The government relies on Norman v. United States, 623 A.2d 1165, 1168-69 (D.C. 1993), in which we addressed the notice and inquiry requirements of D.C. Code § 23-111 (1996 Repl.). Under that statute, the prosecution may request increased punishment because of prior convictions. D.C. Code § 23-111 (a). To trigger it, the prosecution must first file an information to notify the defendant, and in it set forth the previous convictions. Id. The trial court is then required, after conviction but before imposition of sentence, to inquire of the defendant whether he or she affirms or denies the previous convictions. D.C. Code § 23-111 (b).

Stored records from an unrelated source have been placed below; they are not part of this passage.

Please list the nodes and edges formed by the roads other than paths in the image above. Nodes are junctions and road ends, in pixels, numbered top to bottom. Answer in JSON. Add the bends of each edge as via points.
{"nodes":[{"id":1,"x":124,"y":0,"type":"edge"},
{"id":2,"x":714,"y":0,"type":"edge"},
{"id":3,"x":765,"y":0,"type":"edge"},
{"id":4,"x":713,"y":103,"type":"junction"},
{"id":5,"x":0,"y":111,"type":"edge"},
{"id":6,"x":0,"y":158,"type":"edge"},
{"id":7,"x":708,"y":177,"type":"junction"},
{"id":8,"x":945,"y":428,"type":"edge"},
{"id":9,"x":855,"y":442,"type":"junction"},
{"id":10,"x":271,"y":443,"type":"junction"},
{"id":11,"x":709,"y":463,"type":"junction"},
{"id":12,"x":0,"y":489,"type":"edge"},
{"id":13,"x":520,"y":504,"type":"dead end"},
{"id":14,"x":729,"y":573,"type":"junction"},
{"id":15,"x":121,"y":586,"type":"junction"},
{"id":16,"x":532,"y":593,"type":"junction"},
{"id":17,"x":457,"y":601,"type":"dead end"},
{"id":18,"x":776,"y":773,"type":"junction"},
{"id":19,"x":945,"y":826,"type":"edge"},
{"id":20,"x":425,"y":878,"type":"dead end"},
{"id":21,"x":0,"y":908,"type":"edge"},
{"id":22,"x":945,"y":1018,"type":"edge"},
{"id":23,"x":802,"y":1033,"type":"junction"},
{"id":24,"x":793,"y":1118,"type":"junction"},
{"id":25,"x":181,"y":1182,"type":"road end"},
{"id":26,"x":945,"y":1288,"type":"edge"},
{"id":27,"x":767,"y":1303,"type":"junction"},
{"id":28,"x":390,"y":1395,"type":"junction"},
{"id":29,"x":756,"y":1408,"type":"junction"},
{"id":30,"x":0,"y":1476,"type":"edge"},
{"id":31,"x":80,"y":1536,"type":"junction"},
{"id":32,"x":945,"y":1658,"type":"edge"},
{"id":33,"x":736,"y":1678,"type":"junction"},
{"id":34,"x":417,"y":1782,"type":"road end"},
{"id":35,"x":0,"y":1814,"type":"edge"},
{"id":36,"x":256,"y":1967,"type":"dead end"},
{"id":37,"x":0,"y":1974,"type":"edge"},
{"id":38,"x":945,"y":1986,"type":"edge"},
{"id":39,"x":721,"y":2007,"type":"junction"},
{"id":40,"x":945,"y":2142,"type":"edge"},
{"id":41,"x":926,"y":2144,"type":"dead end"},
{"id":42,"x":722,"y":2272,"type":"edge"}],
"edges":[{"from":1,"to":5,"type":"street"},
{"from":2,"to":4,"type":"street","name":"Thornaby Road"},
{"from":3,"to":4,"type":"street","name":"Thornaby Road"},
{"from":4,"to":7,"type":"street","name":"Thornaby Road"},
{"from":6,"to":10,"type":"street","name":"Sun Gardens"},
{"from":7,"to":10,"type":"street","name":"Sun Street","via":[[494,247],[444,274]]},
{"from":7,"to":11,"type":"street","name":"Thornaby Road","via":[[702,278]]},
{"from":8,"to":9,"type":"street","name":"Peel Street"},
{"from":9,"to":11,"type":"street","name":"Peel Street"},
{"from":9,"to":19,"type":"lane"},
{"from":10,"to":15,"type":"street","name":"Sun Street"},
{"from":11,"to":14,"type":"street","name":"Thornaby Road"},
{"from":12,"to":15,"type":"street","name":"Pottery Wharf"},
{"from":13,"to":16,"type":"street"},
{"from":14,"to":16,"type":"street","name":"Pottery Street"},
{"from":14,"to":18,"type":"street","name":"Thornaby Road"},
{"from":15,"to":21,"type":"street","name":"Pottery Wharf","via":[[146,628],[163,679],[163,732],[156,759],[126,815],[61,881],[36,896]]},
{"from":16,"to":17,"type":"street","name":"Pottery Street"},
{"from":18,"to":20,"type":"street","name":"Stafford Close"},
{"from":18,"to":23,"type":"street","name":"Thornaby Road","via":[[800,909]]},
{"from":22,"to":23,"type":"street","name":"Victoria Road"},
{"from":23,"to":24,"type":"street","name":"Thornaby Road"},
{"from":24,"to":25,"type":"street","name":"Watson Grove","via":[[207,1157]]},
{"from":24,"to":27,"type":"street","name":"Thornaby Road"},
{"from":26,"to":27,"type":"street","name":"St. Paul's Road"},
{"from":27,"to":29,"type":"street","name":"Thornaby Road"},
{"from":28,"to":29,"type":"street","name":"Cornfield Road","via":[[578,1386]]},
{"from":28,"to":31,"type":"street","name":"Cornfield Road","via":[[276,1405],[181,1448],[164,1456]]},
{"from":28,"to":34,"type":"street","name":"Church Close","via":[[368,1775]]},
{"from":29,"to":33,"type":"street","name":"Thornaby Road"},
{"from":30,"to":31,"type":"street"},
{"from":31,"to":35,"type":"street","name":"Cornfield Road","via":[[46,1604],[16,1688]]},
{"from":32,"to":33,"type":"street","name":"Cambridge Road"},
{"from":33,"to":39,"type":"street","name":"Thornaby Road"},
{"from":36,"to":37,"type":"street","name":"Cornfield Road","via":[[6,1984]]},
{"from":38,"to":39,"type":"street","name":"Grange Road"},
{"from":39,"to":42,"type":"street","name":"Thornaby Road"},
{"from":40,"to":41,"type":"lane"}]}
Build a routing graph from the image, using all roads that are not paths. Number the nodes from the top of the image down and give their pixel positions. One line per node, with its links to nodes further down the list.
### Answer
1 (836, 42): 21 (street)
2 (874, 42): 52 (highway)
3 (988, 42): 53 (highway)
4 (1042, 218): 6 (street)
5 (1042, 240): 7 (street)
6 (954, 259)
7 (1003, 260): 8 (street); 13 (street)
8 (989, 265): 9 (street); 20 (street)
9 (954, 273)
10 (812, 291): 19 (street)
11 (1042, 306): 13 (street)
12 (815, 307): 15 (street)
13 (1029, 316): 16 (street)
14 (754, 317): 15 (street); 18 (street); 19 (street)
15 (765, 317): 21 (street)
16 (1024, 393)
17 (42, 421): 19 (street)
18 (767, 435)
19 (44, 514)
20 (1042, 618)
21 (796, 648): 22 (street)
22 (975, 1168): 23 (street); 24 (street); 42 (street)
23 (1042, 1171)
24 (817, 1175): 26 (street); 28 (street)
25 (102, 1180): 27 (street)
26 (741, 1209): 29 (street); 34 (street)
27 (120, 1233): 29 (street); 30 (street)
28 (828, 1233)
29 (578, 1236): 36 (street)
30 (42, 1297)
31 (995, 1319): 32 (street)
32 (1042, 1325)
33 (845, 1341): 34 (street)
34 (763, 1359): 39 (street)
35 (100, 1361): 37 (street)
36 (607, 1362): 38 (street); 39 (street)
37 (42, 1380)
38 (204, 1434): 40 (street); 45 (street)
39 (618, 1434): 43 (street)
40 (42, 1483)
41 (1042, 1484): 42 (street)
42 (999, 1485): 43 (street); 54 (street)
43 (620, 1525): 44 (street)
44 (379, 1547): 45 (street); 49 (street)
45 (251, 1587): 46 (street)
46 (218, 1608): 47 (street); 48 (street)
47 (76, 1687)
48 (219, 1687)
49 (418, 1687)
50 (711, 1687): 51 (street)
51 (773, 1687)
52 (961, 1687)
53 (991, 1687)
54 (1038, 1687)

In Norman, the trial court inquired of the defendant about his prior convictions before the defendant had been convicted. 623 A.2d at 1165, 1168-69. This court first noted that the purpose behind § 23-111 was to give the defendant notice of the potential for increased sentencing because of his or her prior convictions, and an opportunity to affirm or deny the convictions. Id. at 1168. Accordingly, "the 'touchstone' of judicial compliance with § 23-111 is notice to the defendant; however, when such notice is given, technical violations constitute harmless error, and we will not remand for resentencing." Id. (quoting Logan v. United States, 591 A.2d 850, 852 (D.C. 1991)).
Similarly, the purpose behind § 16-713 is "to ensure notice to aliens of the consequences of a guilty plea." Act No. 4-286, 30 D.C. Reg. 173 (1983). In the language quoted above the statute requires that alien defendants be notified that a conviction could result in deportation, exclusion from the United States, or denial of naturalization. D.C. Code § 16-713.
In this instance, the trial court did not recite the words of the statute verbatim. That certainly would have been the better practice, particularly where the legislature has specified the advice to be given. Applying the reasoning of Norman, however, we observe that the trial court specifically referred to the possibility of deportation and exclusion when it said: "If you were required to depart, put it plainly, if you were deported, you could be barred from re-entry at some future date." The remaining issue, then, is whether the trial court put Daramy on notice that her efforts to become naturalized could be thwarted. On that point, the trial court stated, "[the] Immigration and Naturalization Service could review your status to decide whether to allow you to remain in the United States or to return you to your home country."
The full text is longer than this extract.